Berlin Oppositionsbündnis aus FDP, Grüne und Linke erklagt 85.000 Menschen ihr Wahlrecht

Berlin · Das Verfassungsgericht soll Schwerstbehinderten und Straftätern schon zur Europawahl die Stimmabgabe ermöglichen.

 Mehr als 80 000 Menschen mit Behinderung droht der Ausschluss von der Europawahl am 26. Mai.

Mehr als 80 000 Menschen mit Behinderung droht der Ausschluss von der Europawahl am 26. Mai.

Foto: dpa/Angelika Warmuth

FDP, Grüne und Linke haben kurzfristig im Bundestag ein recht ungewöhnliches Bündnis gebildet, um rund 85 000 Behinderten und Straftätern in Deutschland schon zur Europawahl am 26. Mai die Abgabe ihrer Stimme zu ermöglichen. Sie stellten beim Verfassungsgericht in Karlsruhe einen Antrag auf eine einstweilige Anordnung und baten um eine Eilentscheidung. Denn am 12. April werden die Wählerregister geschlossen; bis dahin muss das Problem geklärt sein.

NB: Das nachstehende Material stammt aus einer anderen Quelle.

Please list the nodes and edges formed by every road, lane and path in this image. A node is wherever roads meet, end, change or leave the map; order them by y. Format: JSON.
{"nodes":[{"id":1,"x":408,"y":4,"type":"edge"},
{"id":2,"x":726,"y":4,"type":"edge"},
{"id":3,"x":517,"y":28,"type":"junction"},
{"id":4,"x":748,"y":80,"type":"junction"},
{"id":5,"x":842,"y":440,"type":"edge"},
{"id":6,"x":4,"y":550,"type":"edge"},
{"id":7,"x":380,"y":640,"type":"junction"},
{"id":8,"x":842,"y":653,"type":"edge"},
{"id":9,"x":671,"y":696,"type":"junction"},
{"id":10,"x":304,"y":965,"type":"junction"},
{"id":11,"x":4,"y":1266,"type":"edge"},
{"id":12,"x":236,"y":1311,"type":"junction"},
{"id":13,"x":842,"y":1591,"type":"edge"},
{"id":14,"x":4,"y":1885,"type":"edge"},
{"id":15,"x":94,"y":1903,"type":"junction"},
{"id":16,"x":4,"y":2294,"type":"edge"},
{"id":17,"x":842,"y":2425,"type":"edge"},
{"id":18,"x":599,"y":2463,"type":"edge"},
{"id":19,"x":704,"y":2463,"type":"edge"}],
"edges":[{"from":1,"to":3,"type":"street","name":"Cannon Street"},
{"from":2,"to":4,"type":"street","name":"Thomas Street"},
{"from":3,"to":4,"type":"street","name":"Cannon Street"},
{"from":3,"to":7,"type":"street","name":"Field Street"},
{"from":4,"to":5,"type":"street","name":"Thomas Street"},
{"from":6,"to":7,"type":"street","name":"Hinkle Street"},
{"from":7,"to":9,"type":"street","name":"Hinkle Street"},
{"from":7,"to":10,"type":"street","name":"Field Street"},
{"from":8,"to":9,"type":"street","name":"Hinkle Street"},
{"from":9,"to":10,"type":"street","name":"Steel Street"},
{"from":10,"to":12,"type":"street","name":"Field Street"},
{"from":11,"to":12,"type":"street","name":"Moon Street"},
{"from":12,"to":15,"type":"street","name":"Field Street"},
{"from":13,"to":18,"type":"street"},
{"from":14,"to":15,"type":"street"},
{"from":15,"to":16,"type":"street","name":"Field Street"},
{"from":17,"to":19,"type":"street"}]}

Neue Reform greift zu spät

Eigentlich gibt es im Bundestag keine prinzipielle Meinungsverschiedenheit in dieser Frage. Der bisherige Wahlausschluss von Menschen, die unter Betreuung in allen Angelegenheiten stehen, meist Schwerstbehinderte oder schwere Pflegefälle, sowie von Straftätern, die in psychiatrischen Krankenhäusern untergebracht sind, soll aufgehoben werden. Das hatte der Bundestag schon letzte Woche Freitag mit den Stimmen der Koalition aus Union und SPD beschlossen. In Zukunft dürfen auch behinderte Menschen, die in allen Angelegenheiten betreut werden, wählen und gewählt werden. Hintergrund war ein Verfassungsgerichtsurteil vom 29. Januar, das die bisherige Regelung im Bundeswahlgesetz als diskriminierend einstufte.

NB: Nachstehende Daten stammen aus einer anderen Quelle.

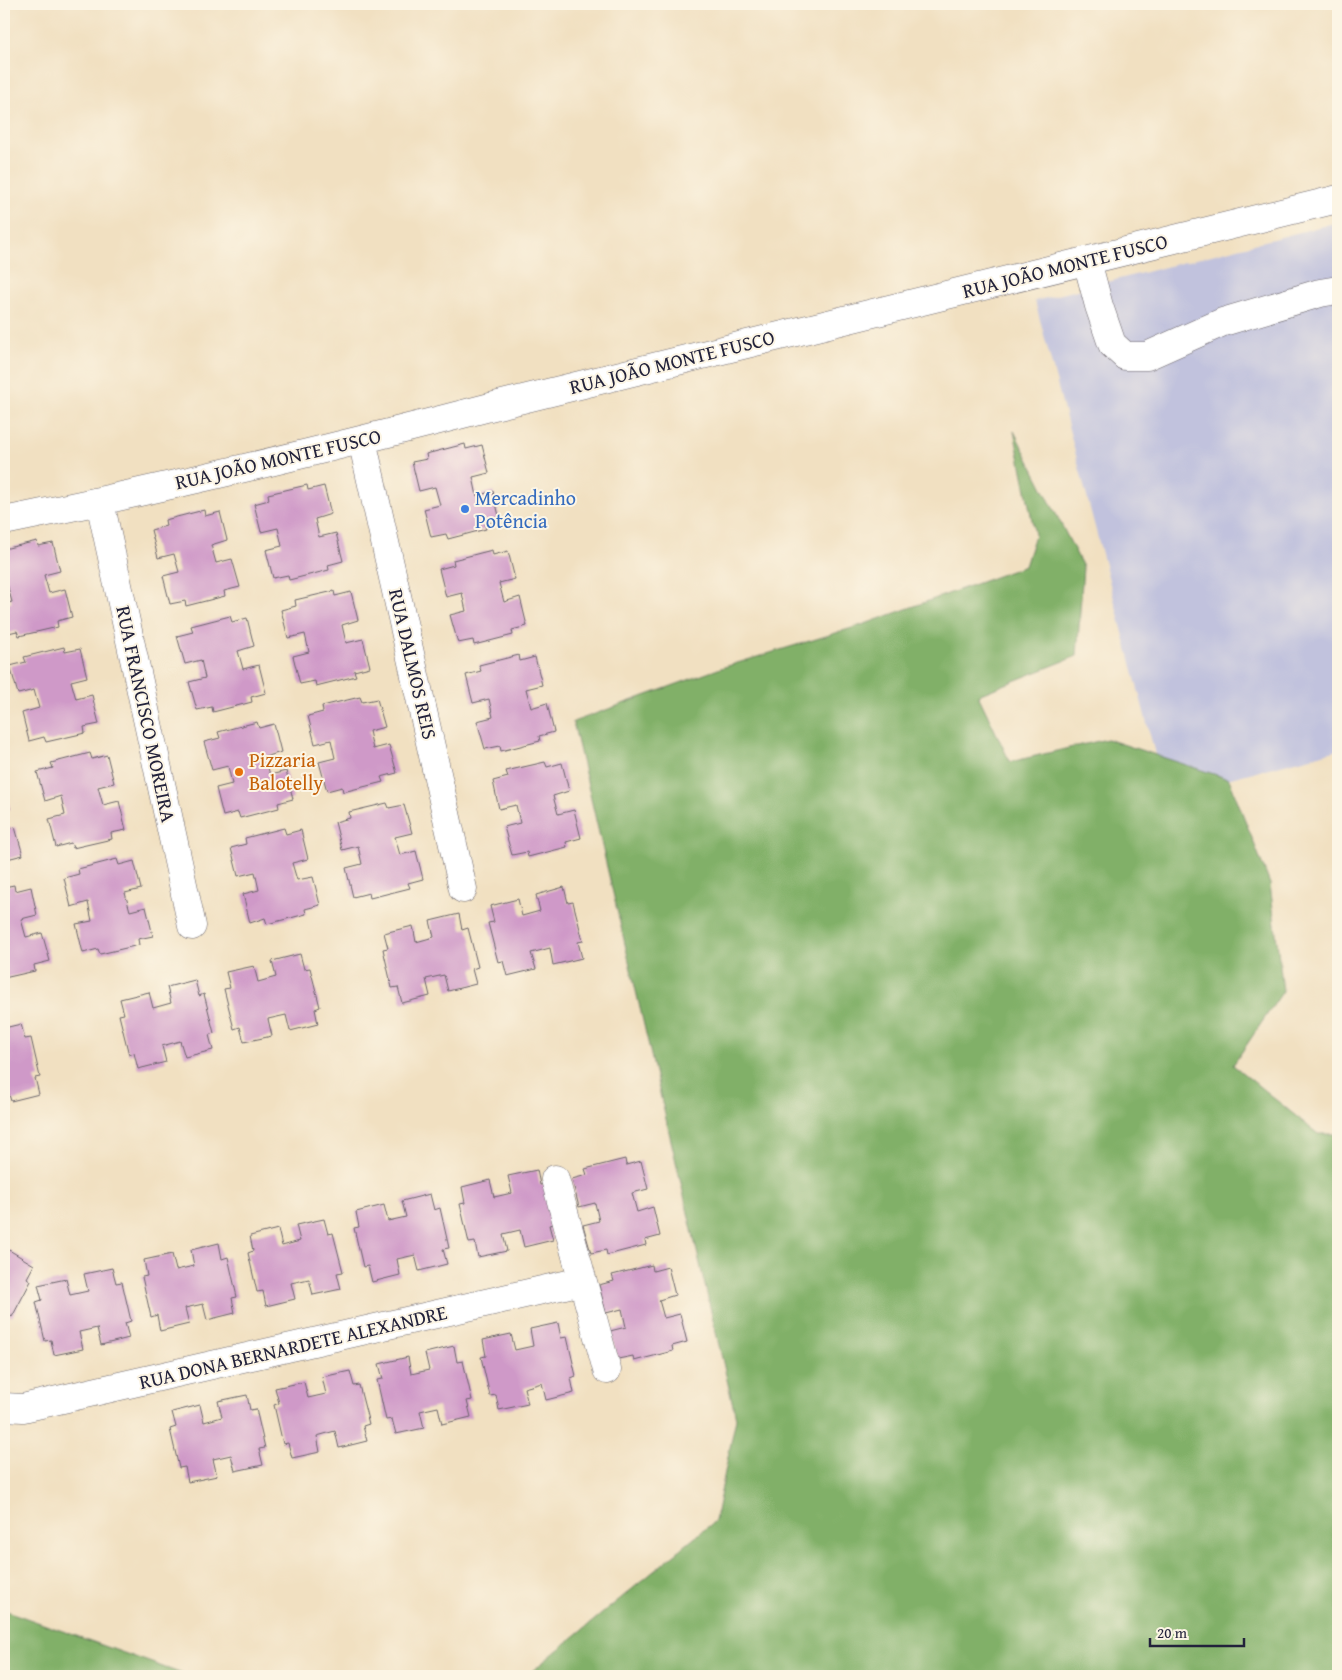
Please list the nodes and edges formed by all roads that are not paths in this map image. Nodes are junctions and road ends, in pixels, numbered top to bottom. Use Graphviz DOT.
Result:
graph roads {
  1 [pos="1338,199"];
  2 [pos="1087,261"];
  3 [pos="1338,290"];
  4 [pos="362,440"];
  5 [pos="100,502"];
  6 [pos="4,520"];
  7 [pos="463,889"];
  8 [pos="192,926"];
  9 [pos="555,1180"];
  10 [pos="582,1281"];
  11 [pos="606,1370"];
  12 [pos="4,1407"];
  1 -- 2 [label="street, RUA JOÃO MONTE FUSCO"];
  2 -- 3 [label="street"];
  2 -- 4 [label="street, RUA JOÃO MONTE FUSCO"];
  4 -- 5 [label="street, RUA JOÃO MONTE FUSCO"];
  4 -- 7 [label="street, RUA DALMOS REIS"];
  5 -- 6 [label="street, RUA JOÃO MONTE FUSCO"];
  5 -- 8 [label="street, RUA FRANCISCO MOREIRA"];
  9 -- 10 [label="street"];
  10 -- 11 [label="street"];
  10 -- 12 [label="street, RUA DONA BERNARDETE ALEXANDRE"];
}
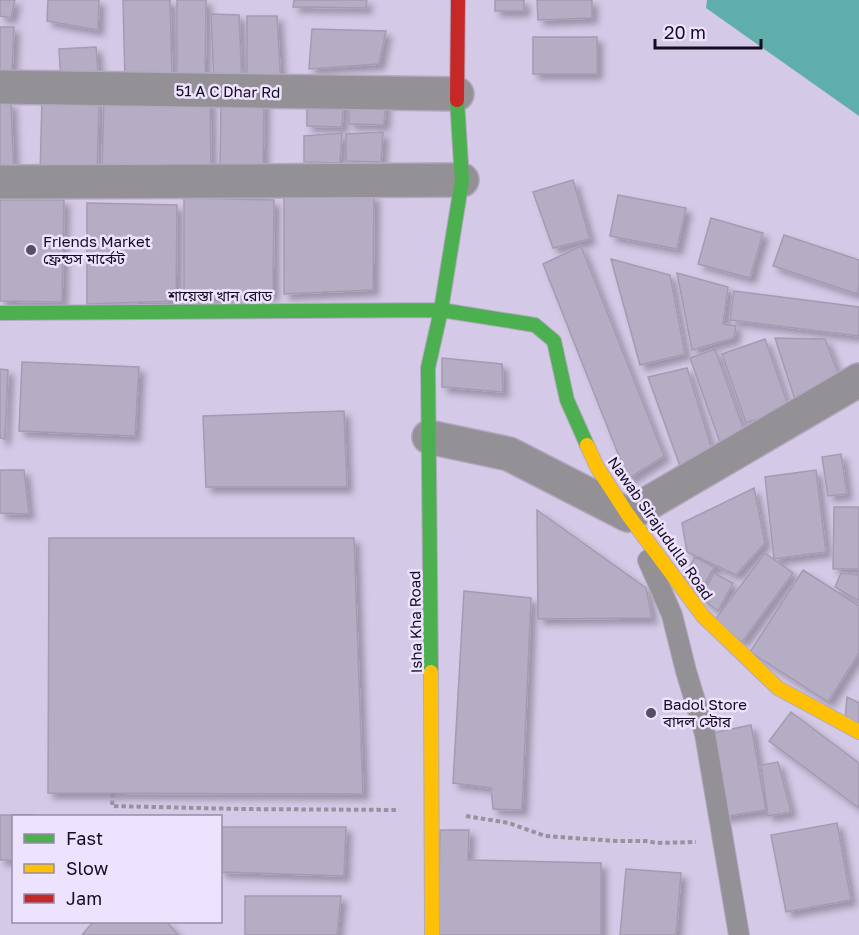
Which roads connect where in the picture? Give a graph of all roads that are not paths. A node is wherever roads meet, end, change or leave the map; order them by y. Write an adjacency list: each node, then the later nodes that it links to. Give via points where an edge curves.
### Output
1 (458, 0): 3 (street)
2 (0, 87): 3 (street, 51 A C Dhar Rd)
3 (457, 94): 4 (street)
4 (462, 180): 5 (street); 6 (street)
5 (0, 182)
6 (441, 309): 7 (street, শায়েস্তা খান রোড); 9 (street, Isha Kha Road, via 428,368); 10 (street, Nawab Sirajudulla Road, via 535,325 555,341 567,400 597,467)
7 (0, 313)
8 (859, 380): 10 (street)
9 (429, 437): 10 (street, via 509,454); 12 (street, Isha Kha Road)
10 (628, 515): 11 (street, Nawab Sirajudulla Road, via 703,616 778,688); 13 (lane, via 672,615 705,734)
11 (859, 732)
12 (432, 935)
13 (739, 935)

Der Streit dreht sich um den Termin der Gesetzeskorrektur. Die Koalition will sie zum 1. Juli in Kraft treten lassen, also erst nach der Europawahl im Mai. Sie argumentiert,  dass die Venedig-Kommission der EU, die sich mit prinzipiellen Fragen von Demokratie und Menschenrechten befasst, Änderungen im Wahlsystem nur gestattet, wenn sie mindestens ein Jahr vor einem Urnengang  erfolgen. Das soll unzulässige Einflüsse verhindern.

Britta Haßelmann, Geschäftsführerin der Grünen im Bundestag, nannte dieses Argument „nicht stichhaltig“. Der Kodex der Venedig-Kommission ziele auf  Wettbewerbsverzerrungen und Manipulationen. Darum gehe es hier jedoch in keiner Weise. Friedrich Straetmanns, Rechtspolitiker der Linken und selbst Richter, verwies auf das Datum der Karlsruher Entscheidung. Dass das Urteil so früh im Jahr verkündet worden sei, zeige, dass die Richter auch die Europawahl im Blick gehabt hätten. „Sonst hätten sie das geschoben.“ Zudem seien die Wahlgesetze für die Bundestags- und die Europawahl wortgleich. Der FDP-Rechtspolitiker Stephen Thomae sagte, für eine rechtzeitige Änderung „wäre nur ein Knopfdruck notwendig“.